Task description
Which of the lines below holds the string "list"? Copy every line that does.

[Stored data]
<<<<
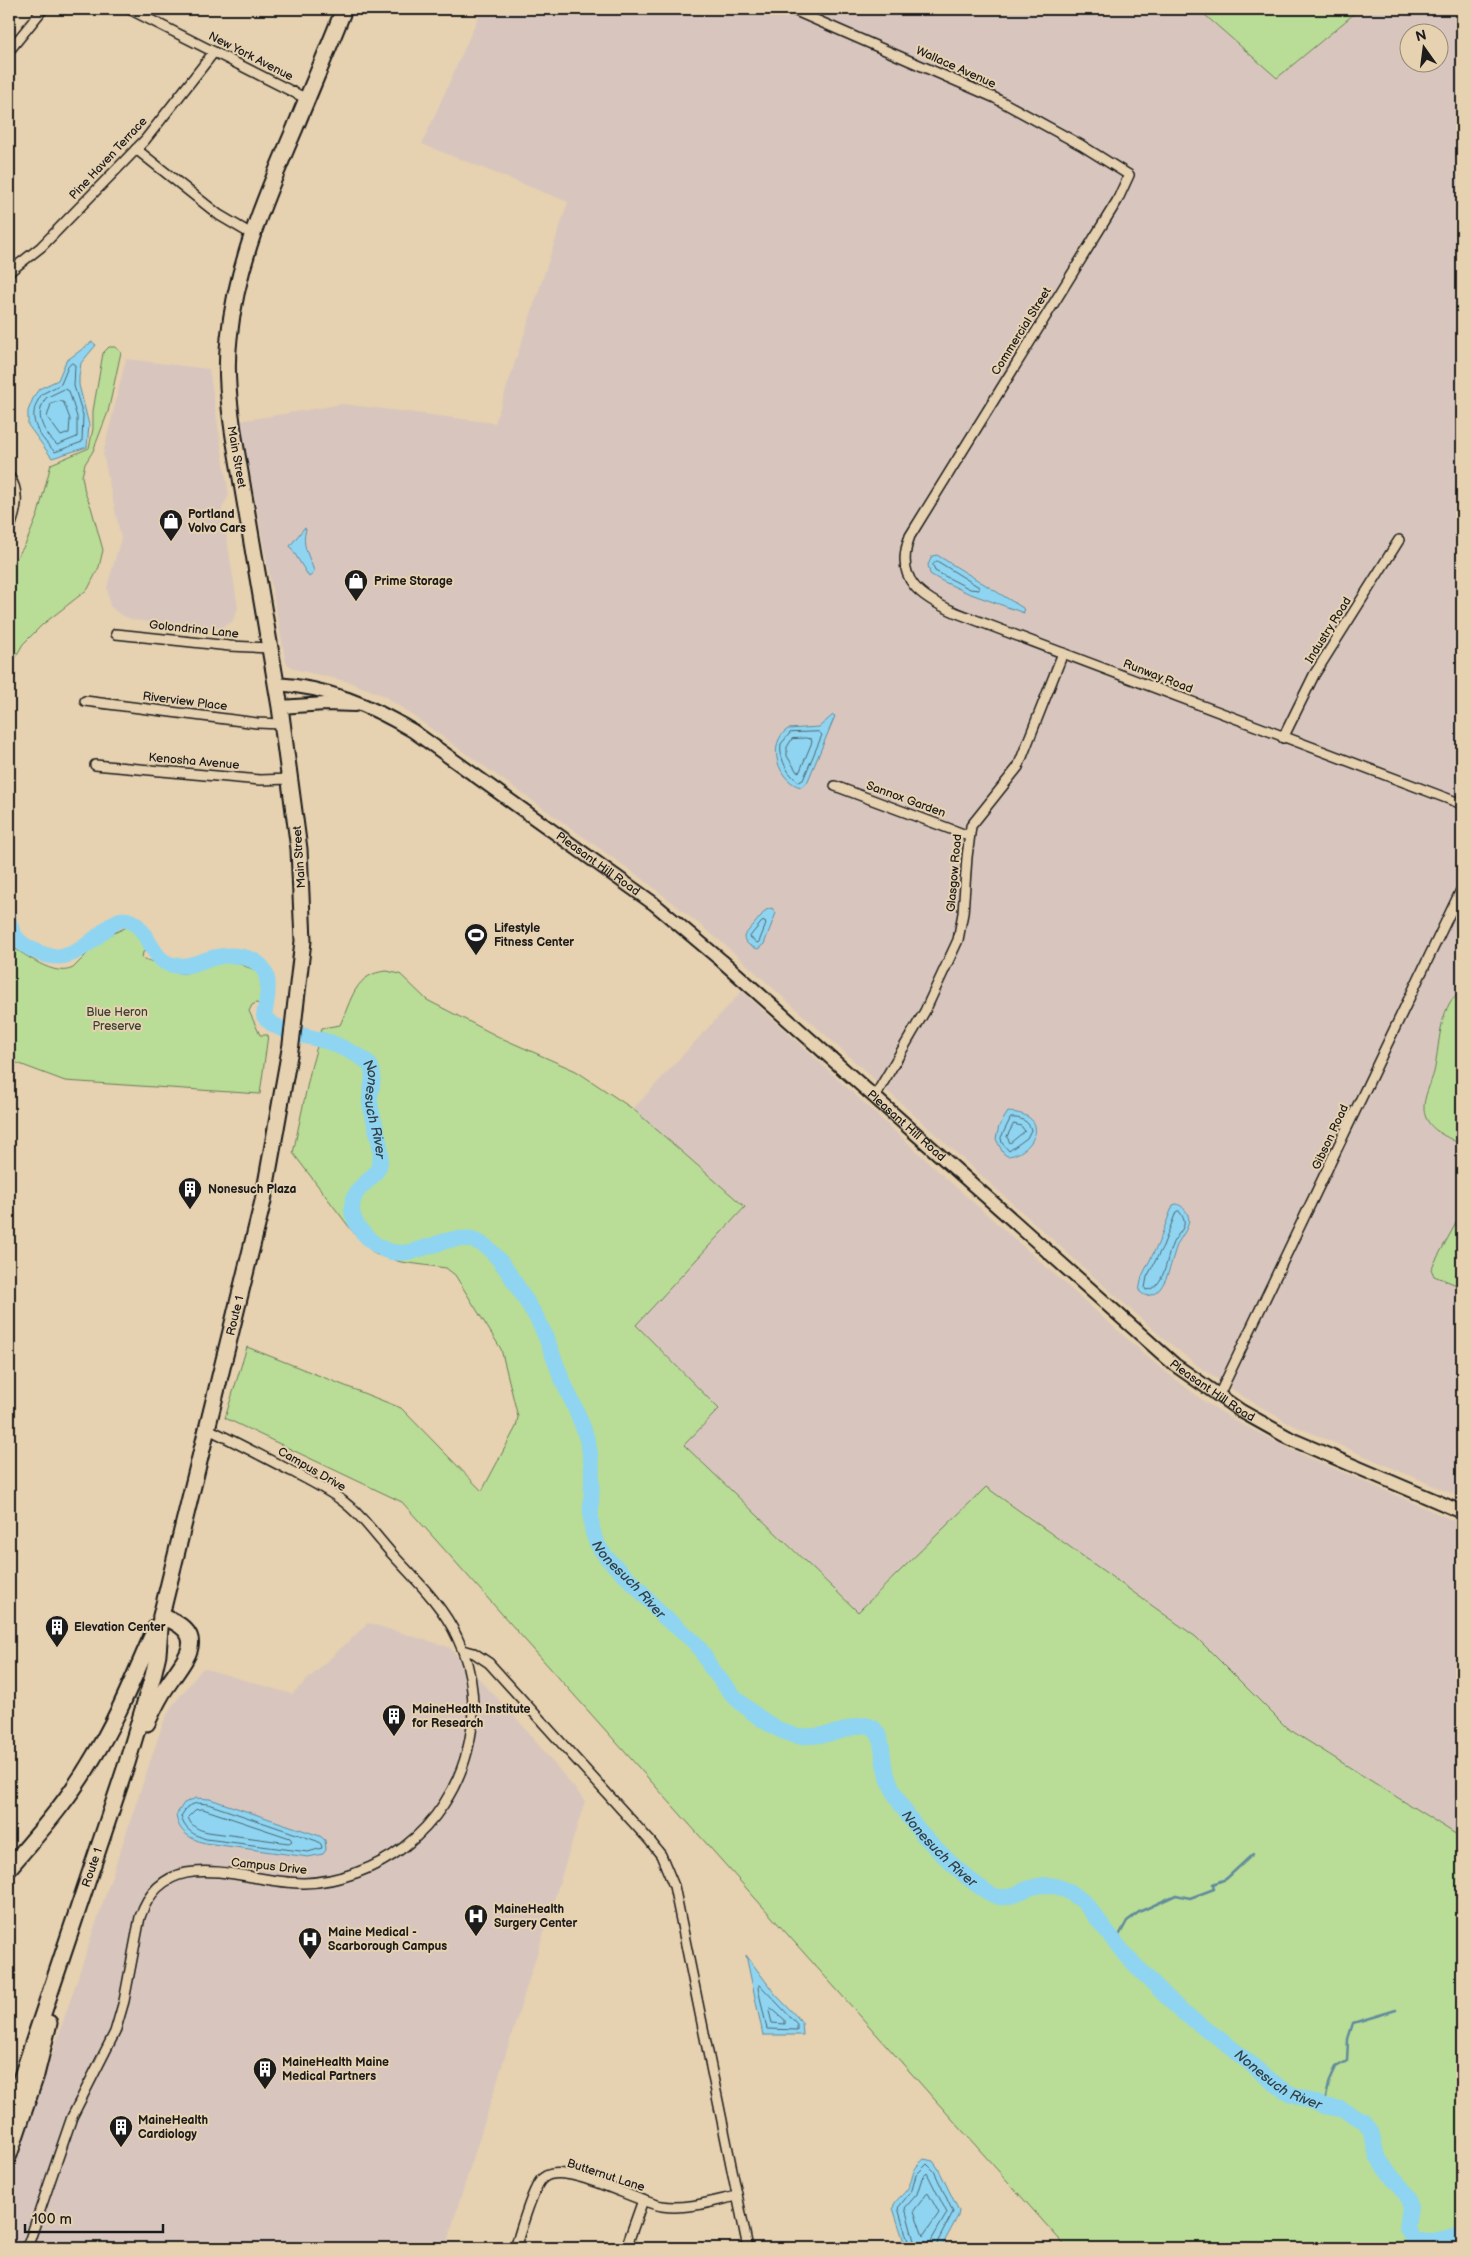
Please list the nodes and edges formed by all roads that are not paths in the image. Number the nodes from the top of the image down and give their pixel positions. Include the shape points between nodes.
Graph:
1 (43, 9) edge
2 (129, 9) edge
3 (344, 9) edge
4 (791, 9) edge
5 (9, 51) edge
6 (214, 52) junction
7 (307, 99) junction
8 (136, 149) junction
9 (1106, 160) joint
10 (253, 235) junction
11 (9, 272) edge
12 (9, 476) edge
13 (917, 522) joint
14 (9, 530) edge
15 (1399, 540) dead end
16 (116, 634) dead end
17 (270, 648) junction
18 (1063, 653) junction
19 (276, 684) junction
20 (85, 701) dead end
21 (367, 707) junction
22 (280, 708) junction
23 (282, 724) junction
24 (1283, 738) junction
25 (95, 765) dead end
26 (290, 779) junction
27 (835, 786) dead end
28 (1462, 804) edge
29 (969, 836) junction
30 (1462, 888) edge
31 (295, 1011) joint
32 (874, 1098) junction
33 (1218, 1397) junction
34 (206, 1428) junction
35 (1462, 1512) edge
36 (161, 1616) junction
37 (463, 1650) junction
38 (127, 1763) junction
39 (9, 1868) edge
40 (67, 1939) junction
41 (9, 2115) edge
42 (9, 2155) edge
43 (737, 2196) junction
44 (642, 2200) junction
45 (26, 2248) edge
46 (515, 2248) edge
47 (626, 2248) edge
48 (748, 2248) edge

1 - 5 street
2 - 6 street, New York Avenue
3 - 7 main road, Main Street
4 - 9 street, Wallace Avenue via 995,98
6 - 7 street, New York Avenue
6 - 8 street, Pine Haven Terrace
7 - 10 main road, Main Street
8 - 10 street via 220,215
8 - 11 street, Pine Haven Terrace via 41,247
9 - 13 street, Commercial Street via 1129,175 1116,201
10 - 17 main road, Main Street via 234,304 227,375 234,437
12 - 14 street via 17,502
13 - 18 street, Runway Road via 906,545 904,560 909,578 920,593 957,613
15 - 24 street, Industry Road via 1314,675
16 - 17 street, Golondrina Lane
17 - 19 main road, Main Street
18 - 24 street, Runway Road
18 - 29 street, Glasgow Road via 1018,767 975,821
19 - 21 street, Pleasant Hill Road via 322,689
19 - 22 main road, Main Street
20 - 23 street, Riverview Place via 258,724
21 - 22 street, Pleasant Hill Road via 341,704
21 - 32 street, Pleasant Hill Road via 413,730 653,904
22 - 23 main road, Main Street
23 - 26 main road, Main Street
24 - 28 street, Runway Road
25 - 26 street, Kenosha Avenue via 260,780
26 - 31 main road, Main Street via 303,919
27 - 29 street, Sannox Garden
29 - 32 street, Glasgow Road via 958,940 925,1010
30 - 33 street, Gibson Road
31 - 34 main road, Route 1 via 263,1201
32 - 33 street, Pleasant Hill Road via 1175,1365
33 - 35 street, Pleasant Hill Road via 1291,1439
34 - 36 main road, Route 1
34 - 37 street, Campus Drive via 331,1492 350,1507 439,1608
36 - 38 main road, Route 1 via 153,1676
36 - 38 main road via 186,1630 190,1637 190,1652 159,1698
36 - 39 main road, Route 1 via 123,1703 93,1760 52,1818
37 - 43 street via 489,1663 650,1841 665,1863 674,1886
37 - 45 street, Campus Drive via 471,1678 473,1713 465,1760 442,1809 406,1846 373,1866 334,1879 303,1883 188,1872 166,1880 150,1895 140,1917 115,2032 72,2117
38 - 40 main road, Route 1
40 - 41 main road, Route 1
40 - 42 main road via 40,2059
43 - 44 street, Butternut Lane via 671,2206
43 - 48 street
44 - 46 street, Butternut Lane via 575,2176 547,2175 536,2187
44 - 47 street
>>>>
<<<<
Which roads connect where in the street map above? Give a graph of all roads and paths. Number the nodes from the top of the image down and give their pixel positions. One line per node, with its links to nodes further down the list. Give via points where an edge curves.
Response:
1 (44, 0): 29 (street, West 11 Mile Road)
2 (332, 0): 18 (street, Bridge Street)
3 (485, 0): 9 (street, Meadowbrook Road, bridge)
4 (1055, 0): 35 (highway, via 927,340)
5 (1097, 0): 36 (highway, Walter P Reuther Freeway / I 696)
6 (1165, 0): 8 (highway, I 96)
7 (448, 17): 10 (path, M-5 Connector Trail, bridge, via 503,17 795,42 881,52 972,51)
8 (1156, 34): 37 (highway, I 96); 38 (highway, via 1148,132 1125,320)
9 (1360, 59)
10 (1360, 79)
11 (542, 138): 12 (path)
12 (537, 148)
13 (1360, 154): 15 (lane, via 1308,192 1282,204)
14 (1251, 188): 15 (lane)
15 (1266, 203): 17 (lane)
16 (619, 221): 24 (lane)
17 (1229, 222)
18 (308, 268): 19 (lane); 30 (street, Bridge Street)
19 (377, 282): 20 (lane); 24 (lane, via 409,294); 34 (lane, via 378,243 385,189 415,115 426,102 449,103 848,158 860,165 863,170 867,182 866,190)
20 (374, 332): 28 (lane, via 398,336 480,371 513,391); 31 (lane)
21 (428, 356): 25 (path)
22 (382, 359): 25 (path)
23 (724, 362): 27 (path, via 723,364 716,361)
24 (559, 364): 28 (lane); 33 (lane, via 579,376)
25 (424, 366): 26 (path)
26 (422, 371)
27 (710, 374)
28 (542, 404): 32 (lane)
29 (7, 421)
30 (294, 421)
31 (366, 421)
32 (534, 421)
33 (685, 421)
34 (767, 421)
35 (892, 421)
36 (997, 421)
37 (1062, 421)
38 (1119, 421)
>>>>
<<<<
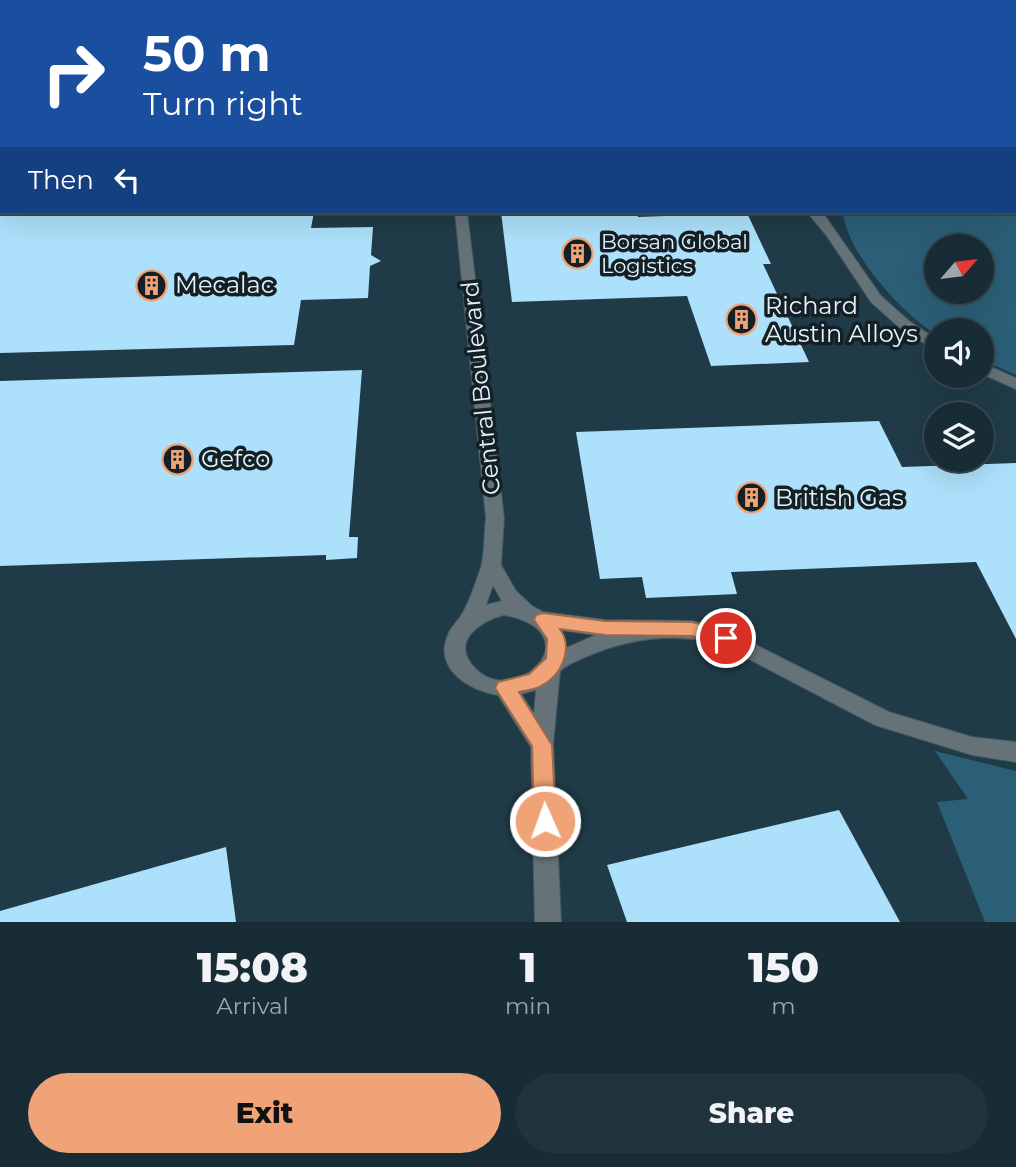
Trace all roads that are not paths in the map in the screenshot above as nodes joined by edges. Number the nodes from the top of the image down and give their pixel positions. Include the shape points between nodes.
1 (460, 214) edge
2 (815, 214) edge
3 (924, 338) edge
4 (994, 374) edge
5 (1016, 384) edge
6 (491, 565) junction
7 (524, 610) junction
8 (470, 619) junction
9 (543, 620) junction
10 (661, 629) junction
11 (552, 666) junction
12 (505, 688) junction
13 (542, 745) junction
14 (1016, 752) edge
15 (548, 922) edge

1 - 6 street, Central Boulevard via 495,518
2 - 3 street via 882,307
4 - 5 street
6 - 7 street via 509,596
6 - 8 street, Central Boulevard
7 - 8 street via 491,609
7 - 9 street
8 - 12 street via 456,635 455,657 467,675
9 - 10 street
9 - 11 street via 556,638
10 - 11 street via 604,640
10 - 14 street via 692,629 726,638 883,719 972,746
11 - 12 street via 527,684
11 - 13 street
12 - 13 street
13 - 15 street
>>>>
Your solution
Please list the nodes and edges formed by all roads that are not paths in the image. Number the nodes from the top of the image down and give their pixel positions. Include the shape points between nodes.
Which roads connect where in the street map above? Give a graph of all roads and paths. Number the nodes from the top of the image down and give their pixel positions. One line per node, with its links to nodes further down the list. Give via points where an edge curves.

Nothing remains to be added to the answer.